** Exercise details **
Among the lines below, count those with "Kagganur". Give the total alone.

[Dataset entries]

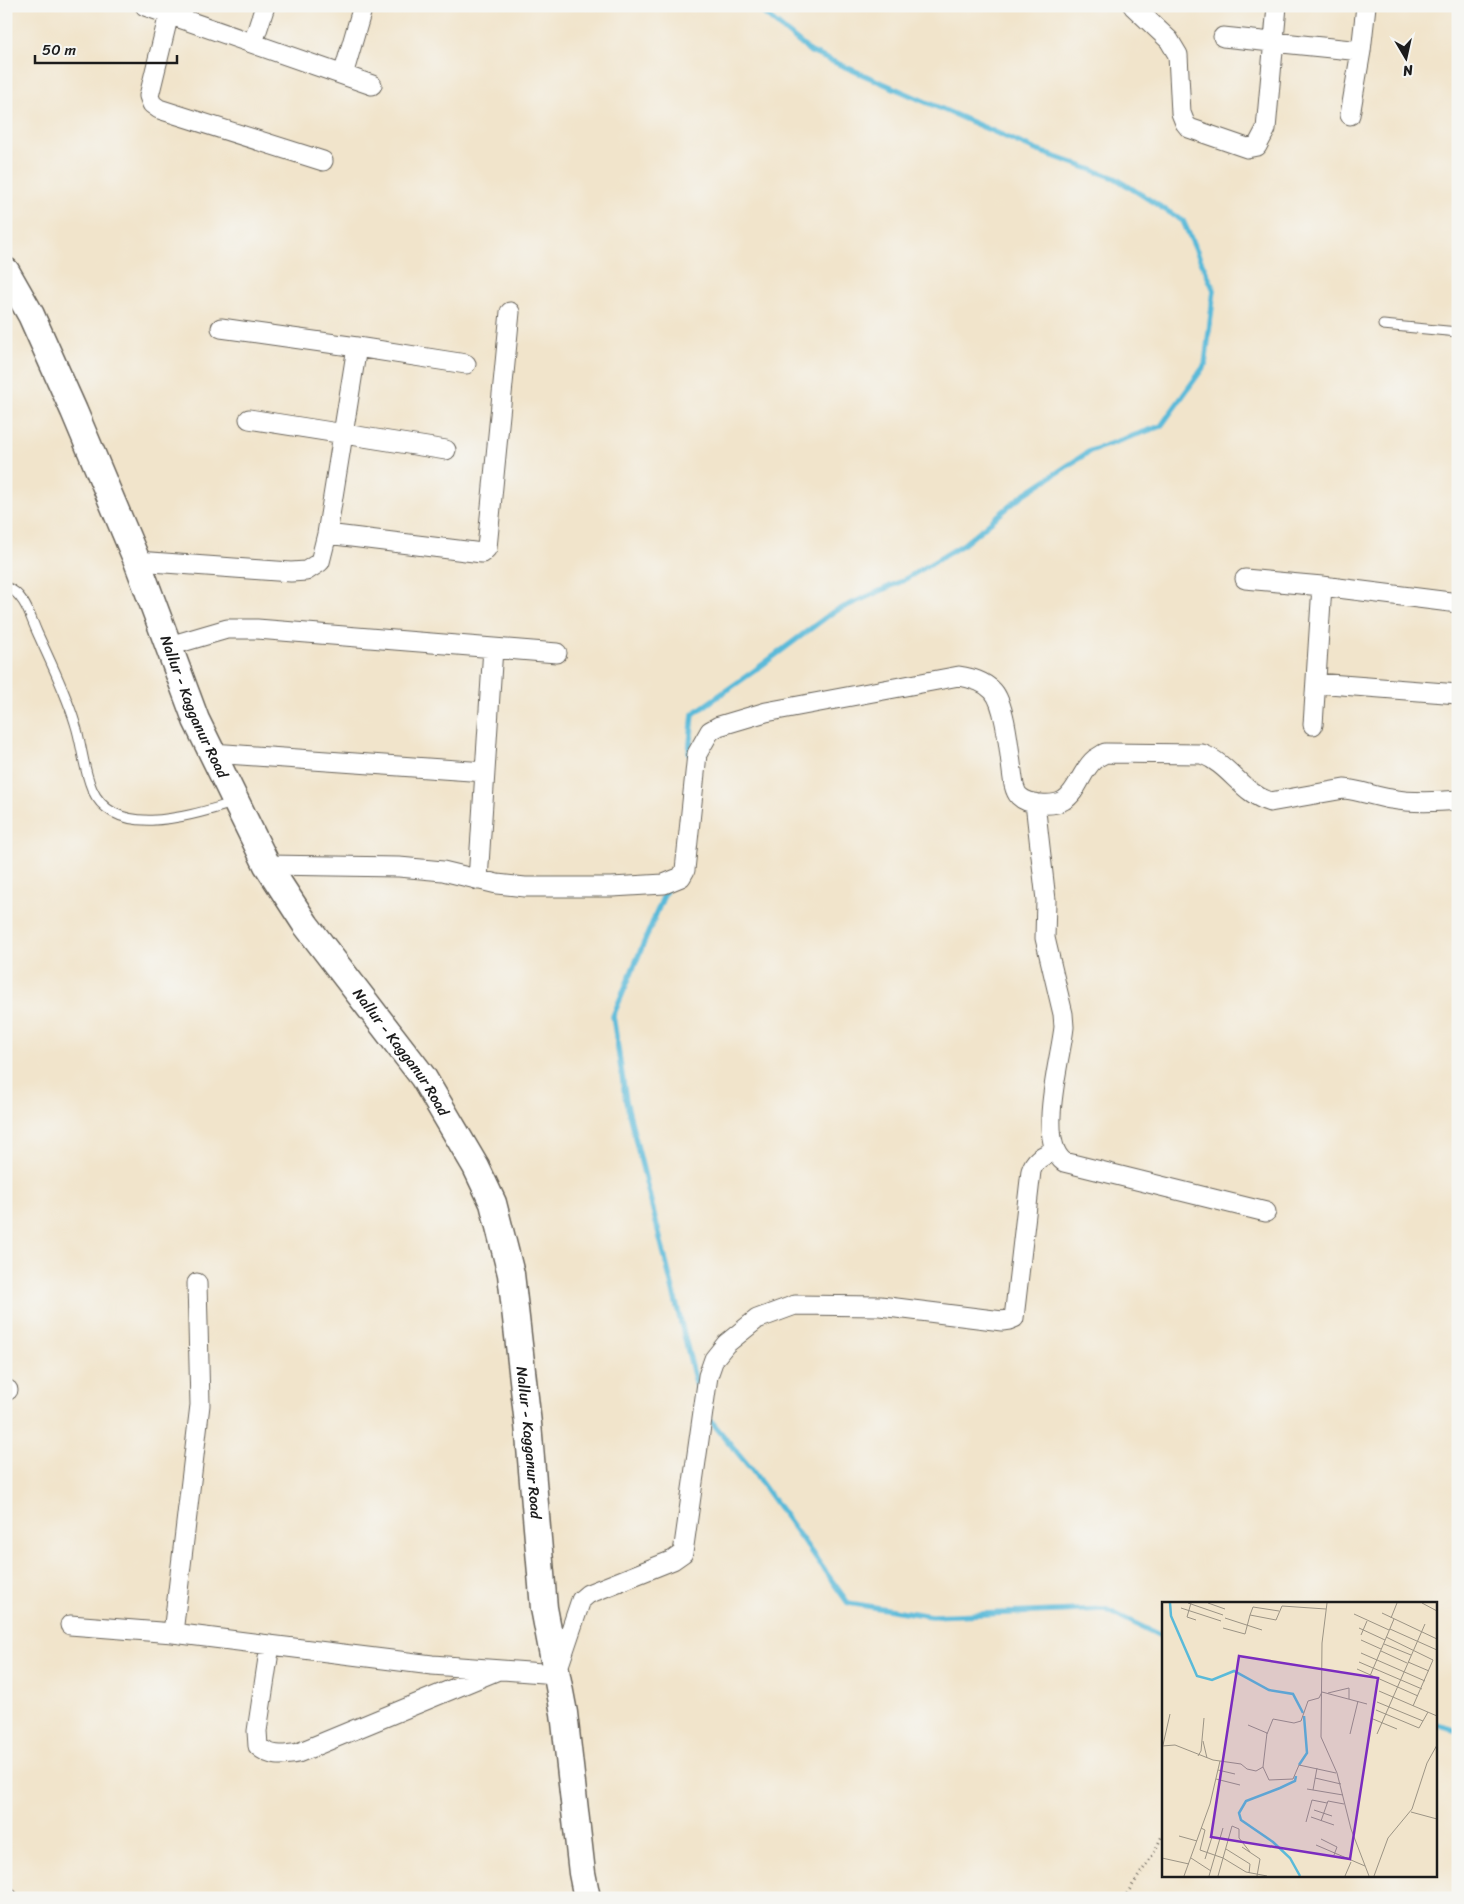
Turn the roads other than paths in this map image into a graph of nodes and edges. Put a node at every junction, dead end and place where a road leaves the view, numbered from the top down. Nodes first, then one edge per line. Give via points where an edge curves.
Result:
1 (145, 6) edge
2 (265, 6) edge
3 (363, 6) edge
4 (1133, 6) edge
5 (1277, 6) edge
6 (1366, 6) edge
7 (169, 14) junction
8 (1223, 36) dead end
9 (1274, 42) junction
10 (252, 43) junction
11 (1361, 50) junction
12 (342, 75) junction
13 (372, 85) dead end
14 (1350, 115) dead end
15 (323, 161) dead end
16 (6, 271) edge
17 (510, 312) dead end
18 (1383, 325) dead end
19 (220, 328) dead end
20 (1458, 332) edge
21 (357, 346) junction
22 (466, 364) dead end
23 (249, 419) dead end
24 (344, 433) junction
25 (446, 450) dead end
26 (327, 534) junction
27 (137, 561) junction
28 (1245, 579) dead end
29 (6, 586) edge
30 (1322, 586) junction
31 (1458, 603) edge
32 (169, 646) junction
33 (493, 648) junction
34 (557, 653) dead end
35 (1316, 682) junction
36 (1458, 694) edge
37 (1313, 725) dead end
38 (212, 753) junction
39 (485, 772) junction
40 (1458, 800) edge
41 (236, 802) junction
42 (1035, 803) junction
43 (267, 865) junction
44 (478, 880) junction
45 (1055, 1150) junction
46 (1266, 1212) dead end
47 (197, 1283) dead end
48 (70, 1625) dead end
49 (173, 1633) junction
50 (270, 1645) junction
51 (499, 1670) junction
52 (556, 1674) junction
53 (587, 1898) edge

1 - 7 street
2 - 10 street
3 - 12 street
4 - 9 street via 1169,40 1178,56 1181,113 1189,128 1247,148 1257,146 1266,129
5 - 9 street
6 - 11 street
7 - 10 street
7 - 15 street via 150,96 152,104 159,109
8 - 9 street
9 - 11 street
10 - 12 street
11 - 14 street
12 - 13 street
16 - 27 main road, Nallur - Kagganur Road via 31,315
17 - 26 street via 487,548 482,553
18 - 20 lane
19 - 21 street
21 - 22 street
21 - 24 street
23 - 24 street
24 - 25 street
24 - 26 street
26 - 27 street via 320,562 306,571
27 - 32 main road, Nallur - Kagganur Road
28 - 30 street
29 - 41 lane via 14,589 27,608 75,722 92,790 102,805 124,819 140,820 199,813
30 - 31 street
30 - 35 street
32 - 33 street via 227,629 257,629
32 - 38 main road, Nallur - Kagganur Road via 196,720
33 - 34 street
33 - 39 street
35 - 36 street
35 - 37 street
38 - 39 street
38 - 41 main road, Nallur - Kagganur Road
39 - 44 street
40 - 42 street via 1390,799 1344,789 1270,802 1251,792 1214,759 1202,754 1105,753 1088,766 1064,800
41 - 43 main road, Nallur - Kagganur Road
42 - 44 street via 1017,795 1002,706 994,692 982,682 958,676 766,712 710,731 697,754 685,870 676,881 612,887 525,887
42 - 45 street via 1046,900 1045,938 1064,1027 1050,1112
43 - 44 street via 443,870
43 - 52 main road, Nallur - Kagganur Road via 306,925 423,1077 476,1167 493,1203 511,1274 544,1608
45 - 46 street via 1064,1162
45 - 52 street via 1038,1158 1031,1171 1014,1318 1002,1321 880,1306 795,1305 757,1319 726,1344 714,1359 708,1376 683,1553 588,1594 581,1600
47 - 49 street via 200,1405
48 - 49 street
49 - 50 street
50 - 51 street
50 - 51 street via 257,1731 258,1746 266,1753 283,1756 298,1753
51 - 52 street
52 - 53 main road, Nallur - Kagganur Road via 564,1713

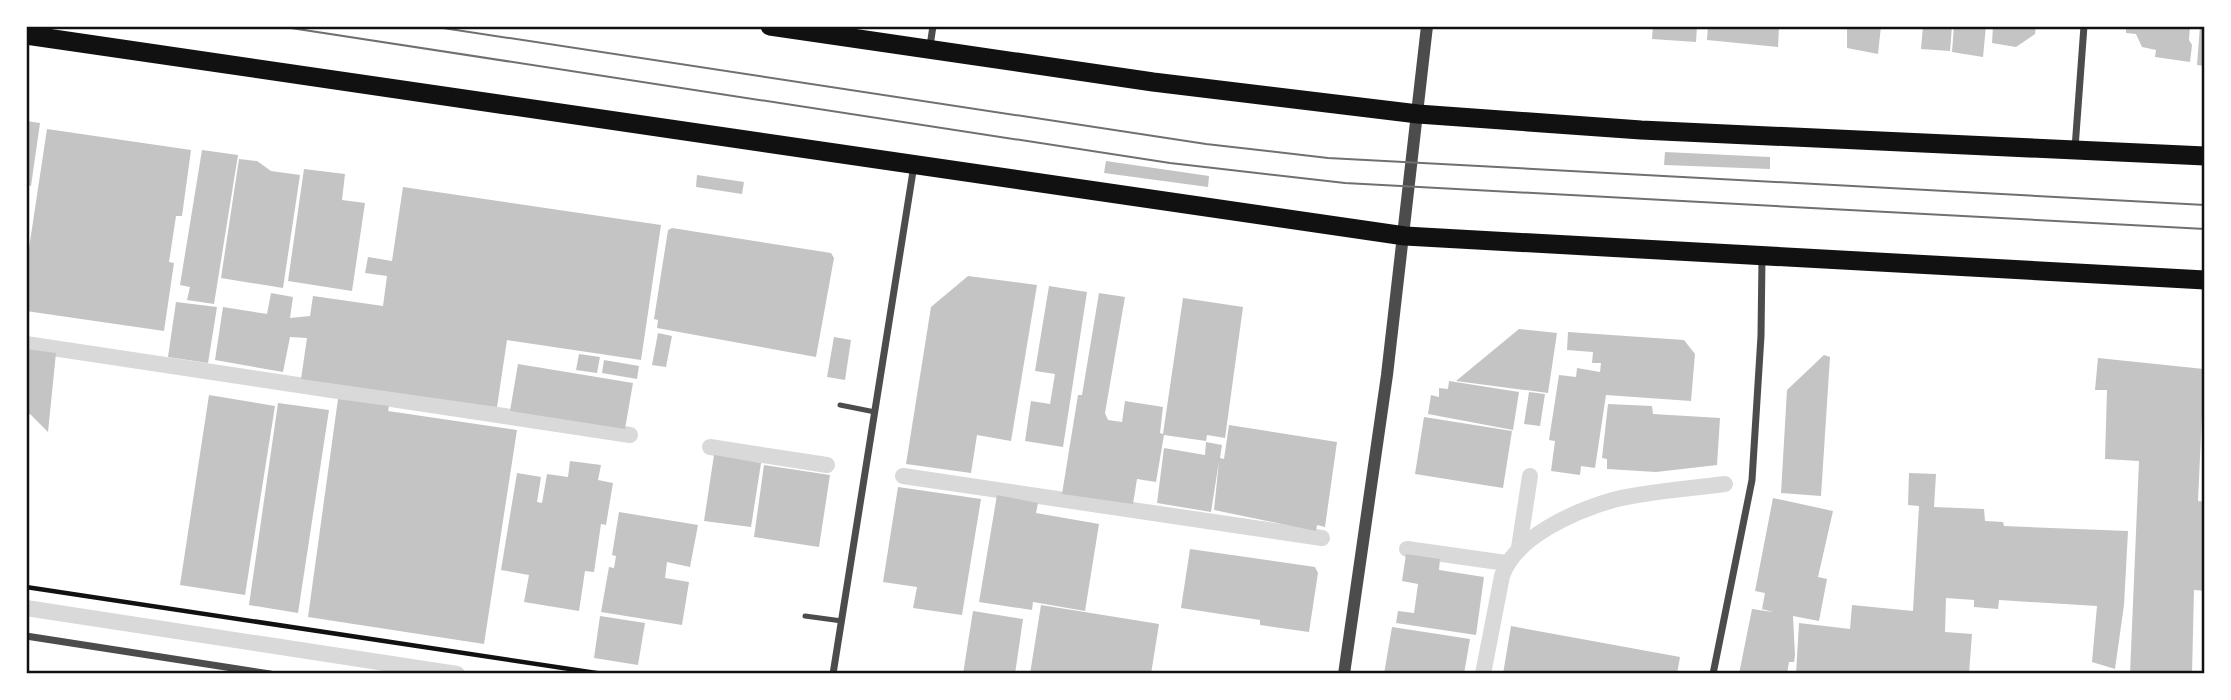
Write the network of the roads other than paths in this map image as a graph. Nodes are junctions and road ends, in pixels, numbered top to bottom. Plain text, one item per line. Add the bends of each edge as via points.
1 (770, 26) edge
2 (933, 26) edge
3 (1427, 26) edge
4 (2084, 26) edge
5 (26, 34) edge
6 (929, 51) junction
7 (1418, 114) junction
8 (2075, 149) junction
9 (2205, 156) edge
10 (914, 164) junction
11 (1405, 236) junction
12 (1762, 257) junction
13 (2205, 280) edge
14 (840, 405) dead end
15 (875, 412) junction
16 (805, 616) dead end
17 (842, 621) junction
18 (26, 636) edge
19 (270, 674) edge
20 (833, 674) edge
21 (1344, 674) edge
22 (1713, 674) edge

1 - 6 highway
2 - 6 street
3 - 7 street
4 - 8 street
5 - 10 highway
6 - 7 highway
7 - 8 highway via 1641,130
7 - 11 street
8 - 9 highway
10 - 11 highway
10 - 15 street
11 - 12 highway
11 - 21 street
12 - 13 highway
12 - 22 street via 1752,480
14 - 15 lane
15 - 17 street
16 - 17 lane
17 - 20 street
18 - 19 street

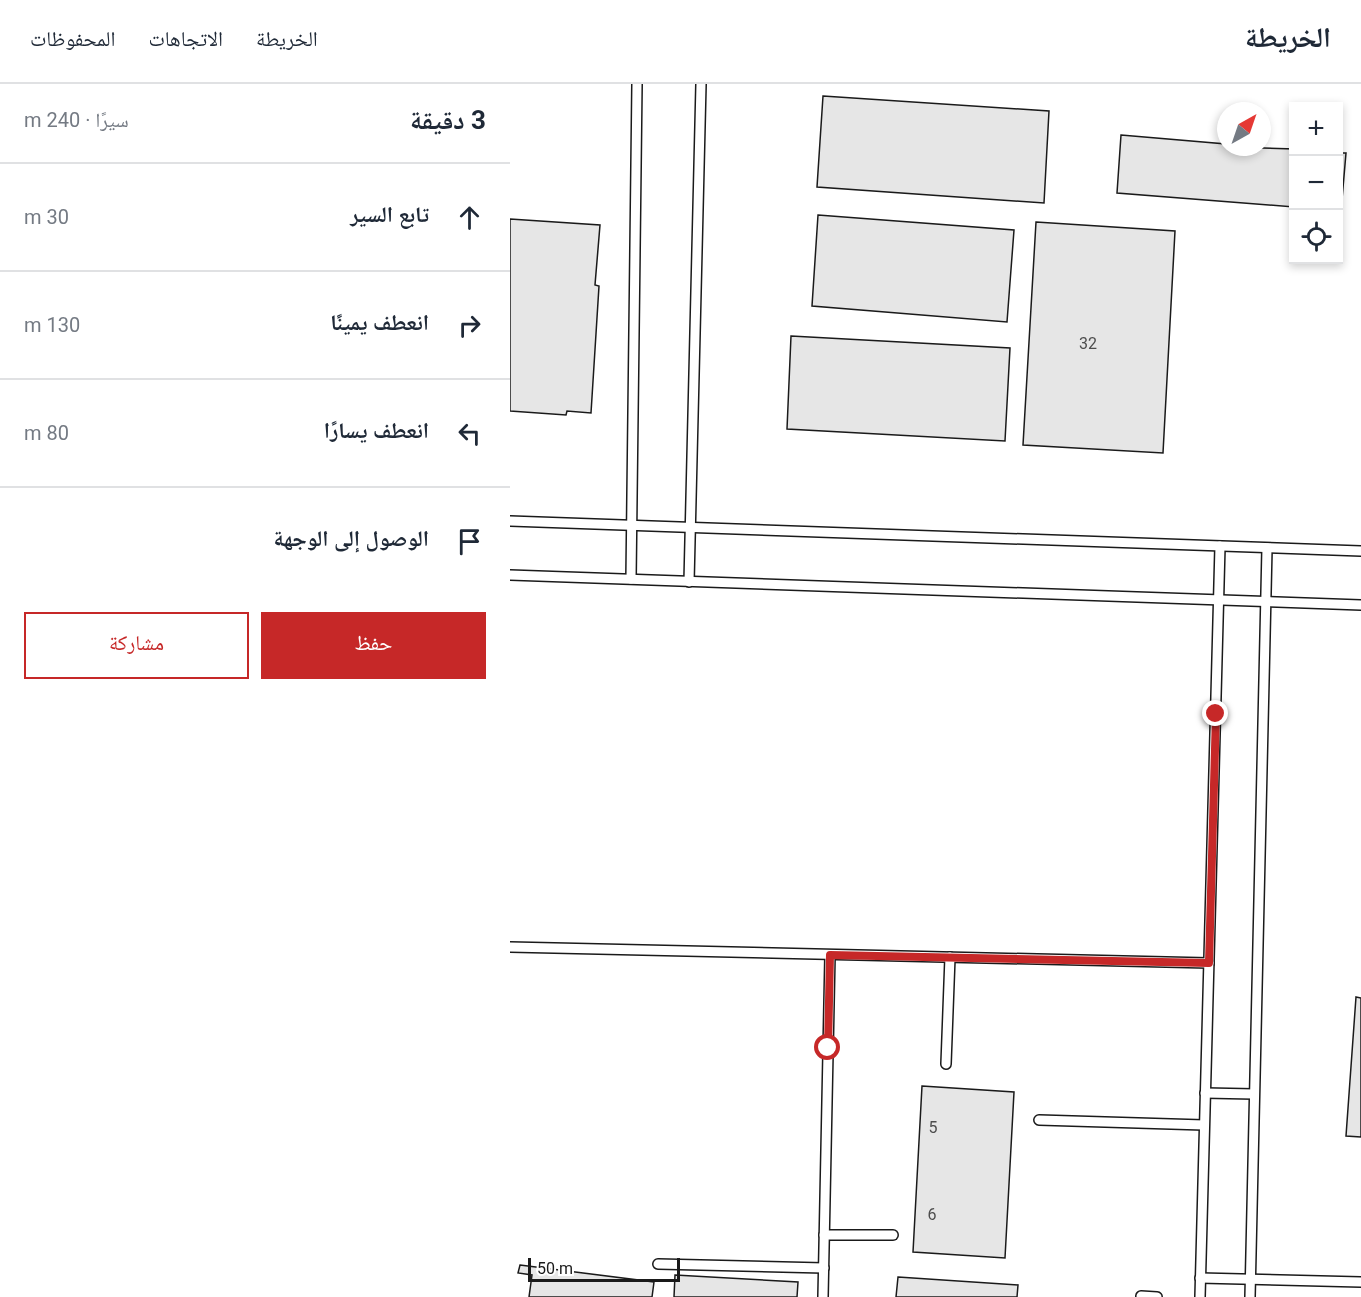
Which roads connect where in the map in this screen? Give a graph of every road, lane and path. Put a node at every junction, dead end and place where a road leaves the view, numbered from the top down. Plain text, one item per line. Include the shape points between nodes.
1 (637, 84) edge
2 (701, 84) edge
3 (510, 521) edge
4 (632, 525) junction
5 (690, 528) junction
6 (1220, 546) junction
7 (1267, 548) junction
8 (1361, 551) edge
9 (510, 575) edge
10 (631, 579) junction
11 (689, 582) junction
12 (1219, 600) junction
13 (1266, 602) junction
14 (1361, 605) edge
15 (510, 947) edge
16 (830, 955) junction
17 (950, 957) junction
18 (1209, 963) junction
19 (946, 1064) dead end
20 (1205, 1093) junction
21 (1254, 1094) junction
22 (1039, 1120) dead end
23 (1204, 1125) junction
24 (824, 1234) junction
25 (893, 1235) dead end
26 (658, 1264) dead end
27 (824, 1268) junction
28 (1200, 1278) junction
29 (1250, 1279) junction
30 (1361, 1282) edge
31 (1141, 1296) edge
32 (823, 1297) edge
33 (1157, 1297) edge
34 (1200, 1297) edge
35 (1250, 1297) edge

1 - 4 lane
2 - 5 lane
3 - 4 lane
4 - 5 lane
4 - 10 lane
5 - 6 lane
5 - 11 lane
6 - 7 lane
6 - 12 lane
7 - 8 lane
7 - 13 lane
9 - 10 lane
10 - 11 lane
11 - 12 lane
12 - 13 lane
12 - 18 lane
13 - 14 lane
13 - 21 lane
15 - 16 lane
16 - 17 lane
16 - 24 lane
17 - 18 lane
17 - 19 lane
18 - 20 lane
20 - 21 lane
20 - 23 lane
21 - 29 lane
22 - 23 lane
23 - 28 lane
24 - 25 lane
24 - 27 lane
26 - 27 lane
27 - 32 lane
28 - 29 lane
28 - 34 lane
29 - 30 lane
29 - 35 lane
31 - 33 lane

** Answer section **
7